BNP Paribas Real Estate publishes data on the logistics market for the 1st quarter of 2026
The nationwide warehouse and logistics space market has made an excellent start to 2026. With take-up of 1.5 million m², it not only exceeded the previous year’s result by an impressive 30%, but also exceeded the ten-year average by 3%. Particularly against the backdrop of the geopolitical and economic conditions, this is a very pleasing result that builds on the continued market recovery of the previous year. This is the result of the analysis by BNP Paribas Real Estate.
“In the 1st quarter of 2026, the trends already observed last year will continue. A significantly higher number of contracts was registered than in each of the years after 2022, and significantly more large-scale contracts were concluded again. The space segment alone with contracts over 20,000 m² has increased by an impressive 69% compared to the previous year. Overall, and especially in the case of large-scale contracts, logistics service providers are the strongest demand group. This often includes orders from the e-commerce sector that logistics service providers commission to handle their business,” explains Christopher Raabe, Managing Director and Head of Logistics & Industrial at BNP Paribas Real Estate GmbH.
The top logistics markets (Berlin, Düsseldorf, Frankfurt, Hamburg, Cologne, Leipzig and Munich) achieved a combined take-up of 632,000 m², which corresponds to an increase of a good 25% compared to the previous year and is well above the average (+12%). The individual markets are showing different developments. The Cologne market achieved the highest take-up with an extraordinary record result of 152,000 m² (+375%) – supported by two very large leases. Hamburg follows in second place with 126,000 m² (+1%), Berlin secures third place with 107,000 m² (+39%) and Frankfurt also exceeds the 100,000 m² mark with 104,000 m² (+65%).
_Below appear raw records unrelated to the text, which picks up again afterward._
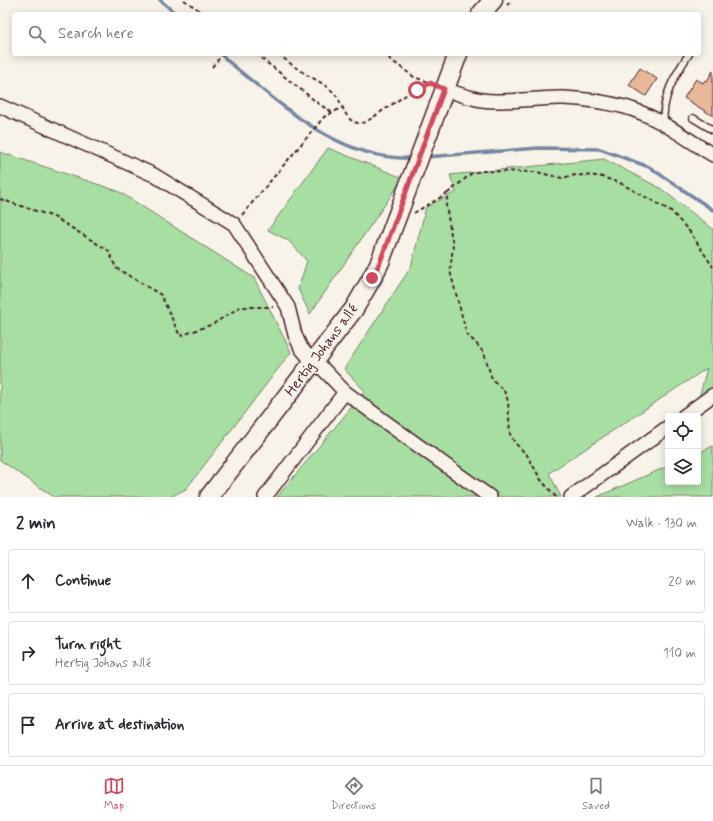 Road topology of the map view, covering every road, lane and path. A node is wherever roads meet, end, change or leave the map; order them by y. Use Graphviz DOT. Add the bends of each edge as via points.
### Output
graph roads {
  1 [pos="184,0"];
  2 [pos="493,0"];
  3 [pos="202,12"];
  4 [pos="484,12"];
  5 [pos="221,56"];
  6 [pos="259,56"];
  7 [pos="281,56"];
  8 [pos="386,56"];
  9 [pos="457,56"];
  10 [pos="688,56"];
  11 [pos="212,67"];
  12 [pos="437,86"];
  13 [pos="0,106"];
  14 [pos="343,107"];
  15 [pos="333,114"];
  16 [pos="693,118"];
  17 [pos="664,124"];
  18 [pos="713,130"];
  19 [pos="713,155"];
  20 [pos="448,192"];
  21 [pos="0,199"];
  22 [pos="413,213"];
  23 [pos="234,224"];
  24 [pos="713,267"];
  25 [pos="288,307"];
  26 [pos="312,361"];
  27 [pos="346,392"];
  28 [pos="713,395"];
  29 [pos="688,413"];
  30 [pos="665,430"];
  31 [pos="209,497"];
  32 [pos="265,497"];
  33 [pos="490,497"];
  34 [pos="556,497"];
  35 [pos="570,497"];
  1 -- 3 [label="path"];
  2 -- 4 [label="street"];
  5 -- 11 [label="path"];
  6 -- 15 [label="path"];
  7 -- 14 [label="path" via="302,72 323,83 336,95"];
  8 -- 12 [label="path" via="414,77"];
  9 -- 12 [label="street, Hertig Johans allé"];
  10 -- 17 [label="lane" via="675,74 668,91"];
  12 -- 14 [label="path" via="406,95 359,124 349,119"];
  12 -- 17 [label="street" via="483,100 558,98 607,103 632,110"];
  12 -- 26 [label="street, Hertig Johans allé" via="428,130 380,262 354,309"];
  13 -- 23 [label="street" via="154,175"];
  14 -- 15 [label="path"];
  15 -- 23 [label="path" via="324,117"];
  16 -- 18 [label="lane"];
  17 -- 19 [label="street"];
  20 -- 22 [label="path"];
  20 -- 24 [label="path" via="472,173 482,171 536,172 562,178 576,175 599,176 620,183 670,211 690,232"];
  20 -- 34 [label="path" via="446,205 453,246 450,270 467,335 484,353 492,379 504,392 508,401 510,434 527,455 541,480"];
  21 -- 25 [label="path" via="54,217 109,251 116,268 161,295 180,336 213,324 240,307"];
  23 -- 25 [label="street"];
  25 -- 26 [label="street" via="295,335"];
  26 -- 27 [label="street"];
  26 -- 31 [label="street, Hertig Johans allé"];
  27 -- 32 [label="street"];
  27 -- 33 [label="street"];
  28 -- 29 [label="street"];
  30 -- 35 [label="street"];
}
After a record take-up in the previous year, Düsseldorf recorded a minus of 35%, but still achieved an above-average result of 66,000 m². While Munich grew by 73% to 57,000 m², momentum in Leipzig was still low in the 1st quarter (20,000 m²; -73%). In addition, the Ruhr region also recorded a strong start to the year with 120,000 m² (+52%).
In the sectoral distribution of nationwide take-up, the logistics service providers mentioned at the beginning stand out. With a market share of just under 46% or over 700,000 m², they achieved the highest result in absolute terms over the past ten years, which is still slightly higher than in the boom year of 2022. Although manufacturing companies (23%) and retail (19%) are also in demand for more space than in the 1st quarter of 2025, they are each quite far from their long-term average. This also shows that many companies from these industries make use of the services of logistics service providers, especially in economically difficult times, in order to be able to react flexibly to market requirements.
The rent level rose slightly again in individual locations in the 1st quarter. In terms of prime rents, Berlin (€8.30/m²; +1%) and Hamburg (€8.80/m²; +4%) each recorded an increase compared to the end of 2025. However, Munich is still the undisputed leader in the distribution at €11.25/m², followed by Frankfurt and now Hamburg with €8.80/m² each. Also at least €8.00/m² should be assessed in Düsseldorf (€8.70/m²), Cologne (€8.20/m²) and the Ruhr area (€8.00/m²). Only in Leipzig is the price level significantly lower at €5.70/m². Compared to the previous year, prime rents have risen by an average of a good 4% across the top markets, while average rents have risen by 5% on average.
Prospects
The nationwide warehouse and logistics space market has started the year with the best take-up result since 2022, proving how robust the rental market is despite the current challenges. Geopolitical risks have increased again with the outbreak of the Iran war, and the impact on the economy from rising energy prices, rising inflation rates, and changes in trade flows and supply chains depend on the further course of this conflict. In addition, US customs policy remains a factor of uncertainty.
On the other hand, growth impulses for the German economy are to be expected from the investment packages for infrastructure and defense, from which the logistics market in particular should benefit. In addition, it can be assumed that the expansion of Asian e-commerce companies will continue and will increasingly extend to regions other than North Rhine-Westphalia.
Due to the restrained speculative construction activity in the recent past, the availability of space is likely to come back into focus in some market areas. While there is a supply surplus in markets such as Leipzig, demand in other logistics hubs such as Frankfurt or Munich is limited by too little space available at short notice, which is also likely to have an impact on rental prices.
“From today’s perspective, take-up in excess of the 6 million m² mark is again expected for 2026 as a whole. Since the start of the year is often still somewhat subdued and the quarterly results tend to increase over the course of the year, the previous year’s figure of 6.1 million m² should be exceeded,” says Bastian Hafner, Head of Logistics & Industrial Advisory at BNP Paribas Real Estate GmbH, summarising the further outlook.